··· Recorded information ···
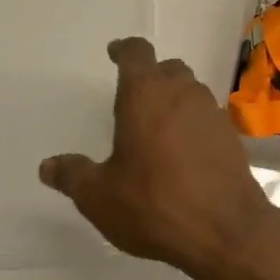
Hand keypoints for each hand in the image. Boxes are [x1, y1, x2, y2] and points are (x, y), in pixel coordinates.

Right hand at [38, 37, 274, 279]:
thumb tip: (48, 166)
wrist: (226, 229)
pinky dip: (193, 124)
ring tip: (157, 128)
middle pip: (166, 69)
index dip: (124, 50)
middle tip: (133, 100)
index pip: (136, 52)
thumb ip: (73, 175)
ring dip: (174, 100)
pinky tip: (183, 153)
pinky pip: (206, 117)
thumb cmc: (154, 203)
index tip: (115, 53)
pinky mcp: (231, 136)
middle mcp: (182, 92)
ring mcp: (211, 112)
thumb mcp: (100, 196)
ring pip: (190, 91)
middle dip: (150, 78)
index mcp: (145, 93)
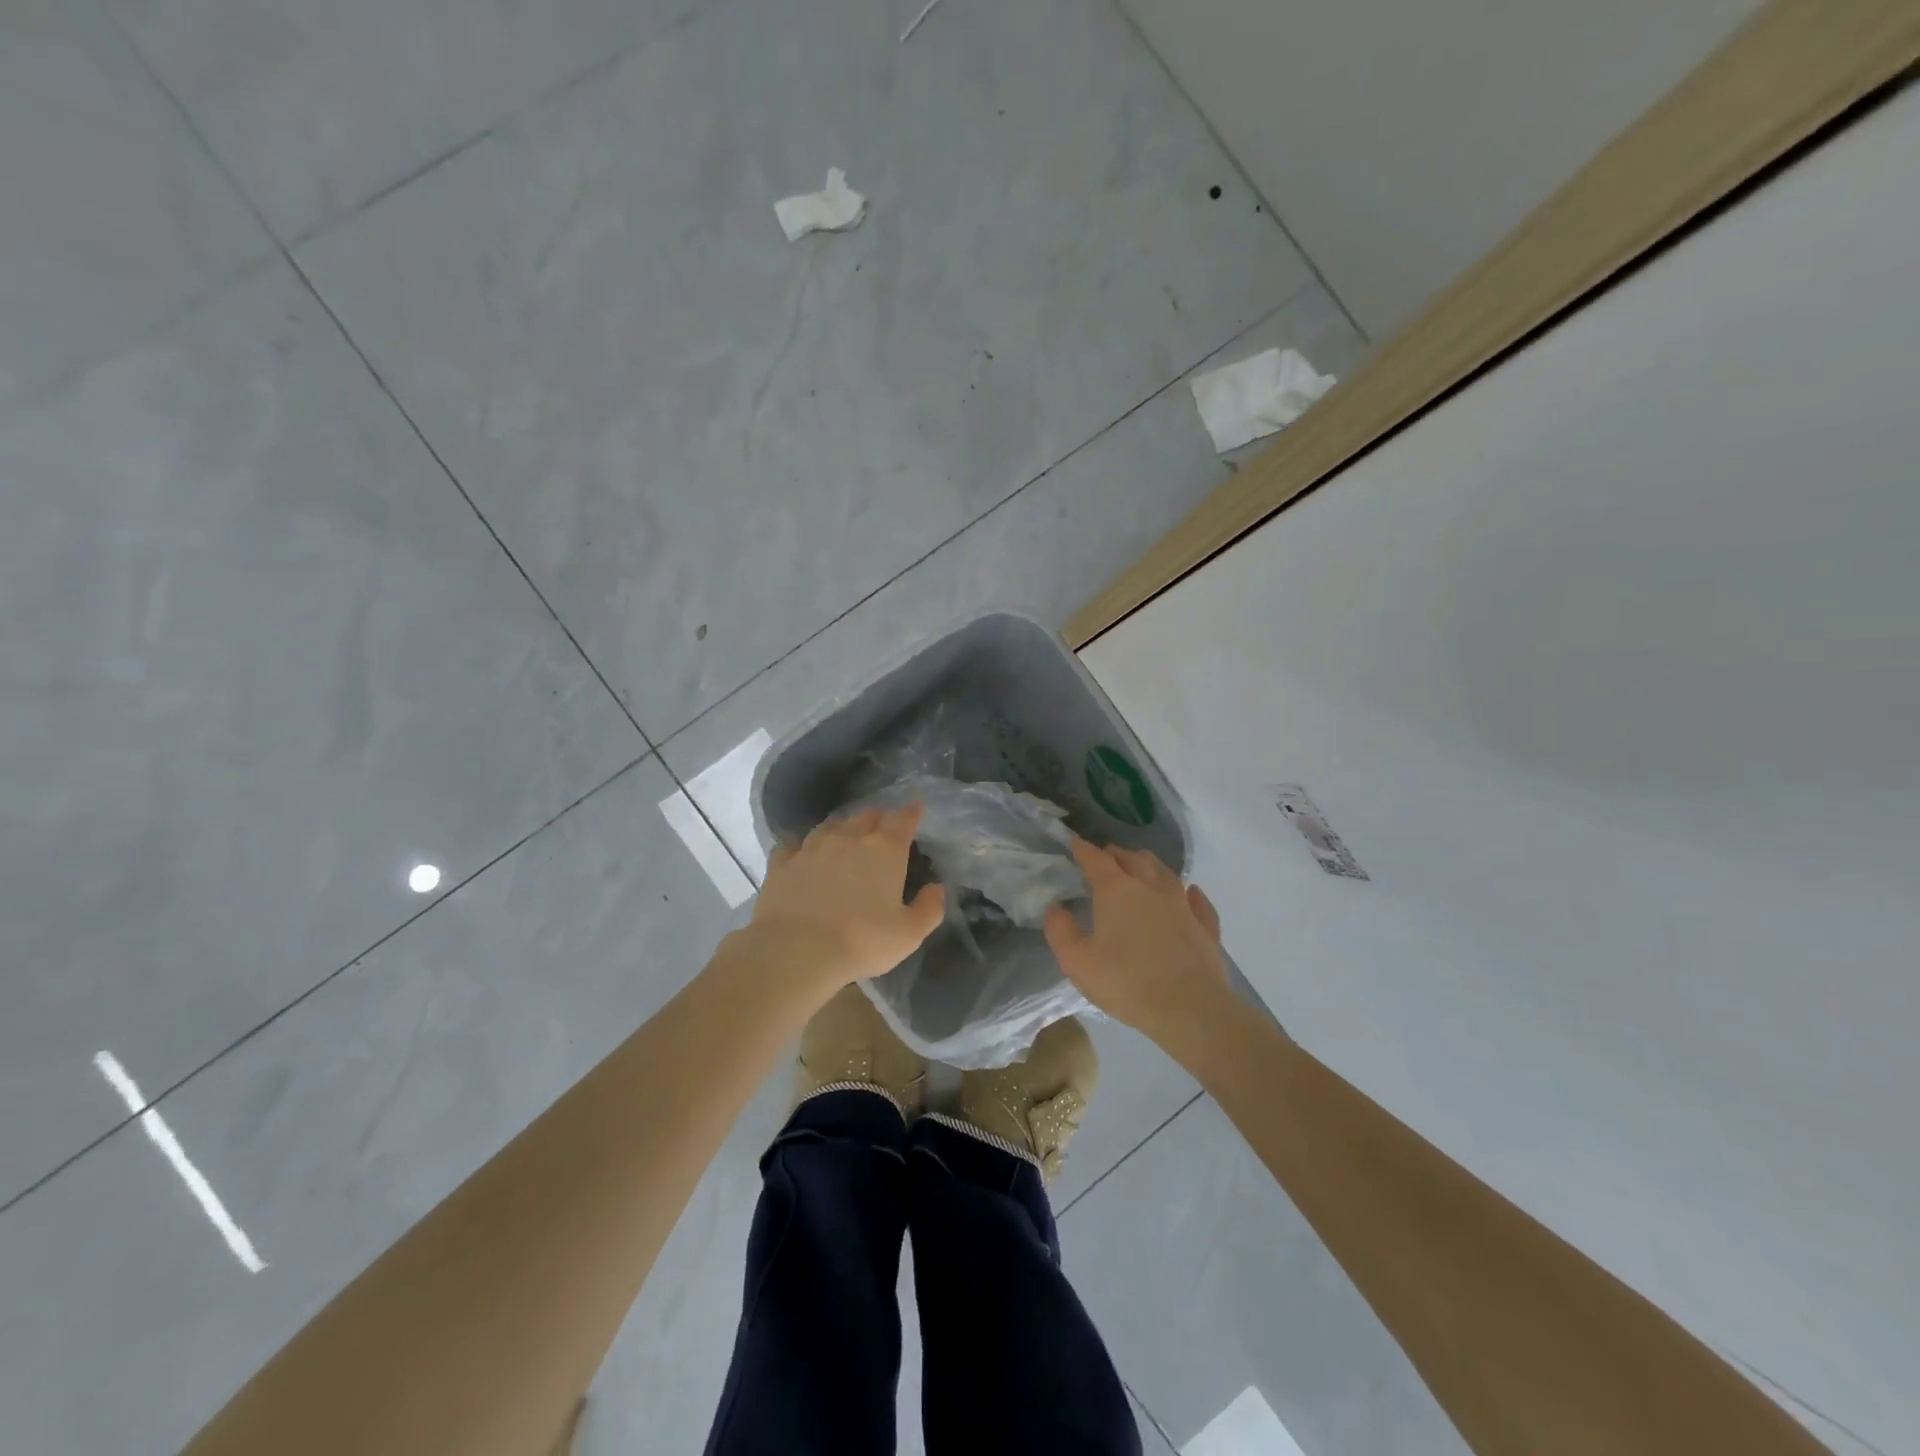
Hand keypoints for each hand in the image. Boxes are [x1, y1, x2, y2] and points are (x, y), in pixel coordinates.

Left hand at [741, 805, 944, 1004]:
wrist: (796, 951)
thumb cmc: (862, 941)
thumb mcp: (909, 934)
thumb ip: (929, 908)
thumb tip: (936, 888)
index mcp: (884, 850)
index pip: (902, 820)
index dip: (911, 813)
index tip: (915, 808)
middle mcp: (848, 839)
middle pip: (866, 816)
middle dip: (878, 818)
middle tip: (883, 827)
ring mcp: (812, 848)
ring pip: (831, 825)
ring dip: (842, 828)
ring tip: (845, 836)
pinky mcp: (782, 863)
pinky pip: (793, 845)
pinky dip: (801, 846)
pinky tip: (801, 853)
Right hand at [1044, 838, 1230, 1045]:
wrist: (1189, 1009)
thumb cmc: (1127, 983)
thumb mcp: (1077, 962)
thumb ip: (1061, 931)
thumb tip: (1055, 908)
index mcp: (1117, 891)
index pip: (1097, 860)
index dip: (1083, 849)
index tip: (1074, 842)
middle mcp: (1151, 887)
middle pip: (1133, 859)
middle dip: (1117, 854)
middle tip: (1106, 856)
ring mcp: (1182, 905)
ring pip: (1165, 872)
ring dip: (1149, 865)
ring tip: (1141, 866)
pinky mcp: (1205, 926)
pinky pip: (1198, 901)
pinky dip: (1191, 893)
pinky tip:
···
▶ Work task
Skip the pictures and give the entries above again word for word.

▶ Response to this task
Hand keypoints for each hand in the image. Boxes are [x1, y1, x2, y2] and points are (x, y), in pixel coordinates.

Right hand at [38, 37, 274, 279]:
thumb tip: (48, 166)
wrist: (226, 229)
pinky dip: (193, 124)
ring tip: (157, 128)
middle pip: (166, 69)
index dip: (124, 50)
middle tip: (133, 100)
index pip: (136, 52)
thumb ip: (73, 175)
ring dip: (174, 100)
pinky tip: (183, 153)
pinky pip: (206, 117)
thumb cmc: (154, 203)
index tip: (115, 53)
pinky mcp: (231, 136)
middle mcp: (182, 92)
ring mcp: (211, 112)
thumb mcp: (100, 196)
ring pip: (190, 91)
middle dip: (150, 78)
index mcp: (145, 93)
Hand keypoints for each hand in the image. Boxes are [x1, y1, x2, y2] and points are (x, y), in pixel coordinates.

Left hand at [741, 805, 944, 1004]:
wrist: (796, 951)
thumb cmc: (862, 941)
thumb mcp: (909, 934)
thumb ip: (929, 908)
thumb tip: (936, 888)
index mcp: (884, 850)
index pip: (902, 820)
index dip: (911, 813)
index tip: (915, 808)
middle mcp: (848, 839)
middle pip: (866, 816)
middle dip: (878, 818)
middle tip: (883, 827)
ring mcp: (812, 848)
ring pip: (831, 825)
ring dip: (842, 828)
ring tip: (845, 836)
pinky mcp: (782, 863)
pinky pip: (793, 845)
pinky dip: (801, 846)
pinky tip: (801, 853)
Right hand at [1044, 838, 1230, 1045]:
wrist: (1189, 1009)
thumb cmc: (1127, 983)
thumb mcp: (1077, 962)
thumb ip: (1061, 931)
thumb tip: (1055, 908)
index mcp: (1117, 891)
index pip: (1097, 860)
index dip: (1083, 849)
index tip: (1074, 842)
middle mcp: (1151, 887)
middle pip: (1133, 859)
middle dip: (1117, 854)
middle tip: (1106, 856)
ring mcp: (1182, 905)
ring pip: (1165, 872)
ring dip: (1149, 865)
ring tip: (1141, 866)
pinky mcp: (1205, 926)
pinky pip: (1198, 901)
pinky dip: (1191, 893)
pinky tip:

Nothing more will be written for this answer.